▸ **WORK INSTRUCTIONS**
All entries below must be given again word for word.

═══ PROVIDED DATA ═══

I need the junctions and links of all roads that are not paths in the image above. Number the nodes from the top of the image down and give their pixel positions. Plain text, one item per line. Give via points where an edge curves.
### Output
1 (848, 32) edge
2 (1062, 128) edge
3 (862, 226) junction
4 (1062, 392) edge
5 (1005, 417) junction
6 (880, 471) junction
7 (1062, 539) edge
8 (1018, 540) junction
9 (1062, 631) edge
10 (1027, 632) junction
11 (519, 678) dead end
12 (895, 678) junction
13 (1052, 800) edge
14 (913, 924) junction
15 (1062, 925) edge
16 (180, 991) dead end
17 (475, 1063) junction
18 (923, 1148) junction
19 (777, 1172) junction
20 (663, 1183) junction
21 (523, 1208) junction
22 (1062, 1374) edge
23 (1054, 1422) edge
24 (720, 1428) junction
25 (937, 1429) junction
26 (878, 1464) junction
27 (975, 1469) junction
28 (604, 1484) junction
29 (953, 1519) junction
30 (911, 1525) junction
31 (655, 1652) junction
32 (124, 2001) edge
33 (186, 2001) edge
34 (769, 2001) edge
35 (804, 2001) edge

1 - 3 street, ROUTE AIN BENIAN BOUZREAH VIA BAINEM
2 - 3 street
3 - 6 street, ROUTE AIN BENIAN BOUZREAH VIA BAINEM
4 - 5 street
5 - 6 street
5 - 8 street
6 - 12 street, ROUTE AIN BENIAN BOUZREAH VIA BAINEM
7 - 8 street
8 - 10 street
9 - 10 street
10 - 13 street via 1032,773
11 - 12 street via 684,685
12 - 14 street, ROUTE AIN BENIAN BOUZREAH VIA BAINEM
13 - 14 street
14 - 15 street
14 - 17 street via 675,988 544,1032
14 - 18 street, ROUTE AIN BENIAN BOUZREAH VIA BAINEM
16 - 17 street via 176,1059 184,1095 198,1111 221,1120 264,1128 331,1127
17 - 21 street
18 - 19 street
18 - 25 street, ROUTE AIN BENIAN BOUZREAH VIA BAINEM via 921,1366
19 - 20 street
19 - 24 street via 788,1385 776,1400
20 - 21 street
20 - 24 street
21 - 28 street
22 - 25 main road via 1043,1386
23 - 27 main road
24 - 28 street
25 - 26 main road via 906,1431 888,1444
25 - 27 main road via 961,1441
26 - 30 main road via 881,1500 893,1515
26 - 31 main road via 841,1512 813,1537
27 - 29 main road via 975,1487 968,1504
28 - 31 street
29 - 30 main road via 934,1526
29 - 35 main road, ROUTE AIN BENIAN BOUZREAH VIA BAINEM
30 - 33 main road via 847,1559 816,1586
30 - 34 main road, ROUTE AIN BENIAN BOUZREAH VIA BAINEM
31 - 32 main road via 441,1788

═══

▸ **ANSWER BELOW**
I need the junctions and links of all roads that are not paths in the image above. Number the nodes from the top of the image down and give their pixel positions. Plain text, one item per line. Give via points where an edge curves.
### Output
1 (848, 32) edge
2 (1062, 128) edge
3 (862, 226) junction
4 (1062, 392) edge
5 (1005, 417) junction
6 (880, 471) junction
7 (1062, 539) edge
8 (1018, 540) junction
9 (1062, 631) edge
10 (1027, 632) junction
11 (519, 678) dead end
12 (895, 678) junction
13 (1052, 800) edge
14 (913, 924) junction
15 (1062, 925) edge
16 (180, 991) dead end
17 (475, 1063) junction
18 (923, 1148) junction
19 (777, 1172) junction
20 (663, 1183) junction
21 (523, 1208) junction
22 (1062, 1374) edge
23 (1054, 1422) edge
24 (720, 1428) junction
25 (937, 1429) junction
26 (878, 1464) junction
27 (975, 1469) junction
28 (604, 1484) junction
29 (953, 1519) junction
30 (911, 1525) junction
31 (655, 1652) junction
32 (124, 2001) edge
33 (186, 2001) edge
34 (769, 2001) edge
35 (804, 2001) edge

1 - 3 street, ROUTE AIN BENIAN BOUZREAH VIA BAINEM
2 - 3 street
3 - 6 street, ROUTE AIN BENIAN BOUZREAH VIA BAINEM
4 - 5 street
5 - 6 street
5 - 8 street
6 - 12 street, ROUTE AIN BENIAN BOUZREAH VIA BAINEM
7 - 8 street
8 - 10 street
9 - 10 street
10 - 13 street via 1032,773
11 - 12 street via 684,685
12 - 14 street, ROUTE AIN BENIAN BOUZREAH VIA BAINEM
13 - 14 street
14 - 15 street
14 - 17 street via 675,988 544,1032
14 - 18 street, ROUTE AIN BENIAN BOUZREAH VIA BAINEM
16 - 17 street via 176,1059 184,1095 198,1111 221,1120 264,1128 331,1127
17 - 21 street
18 - 19 street
18 - 25 street, ROUTE AIN BENIAN BOUZREAH VIA BAINEM via 921,1366
19 - 20 street
19 - 24 street via 788,1385 776,1400
20 - 21 street
20 - 24 street
21 - 28 street
22 - 25 main road via 1043,1386
23 - 27 main road
24 - 28 street
25 - 26 main road via 906,1431 888,1444
25 - 27 main road via 961,1441
26 - 30 main road via 881,1500 893,1515
26 - 31 main road via 841,1512 813,1537
27 - 29 main road via 975,1487 968,1504
28 - 31 street
29 - 30 main road via 934,1526
29 - 35 main road, ROUTE AIN BENIAN BOUZREAH VIA BAINEM
30 - 33 main road via 847,1559 816,1586
30 - 34 main road, ROUTE AIN BENIAN BOUZREAH VIA BAINEM
31 - 32 main road via 441,1788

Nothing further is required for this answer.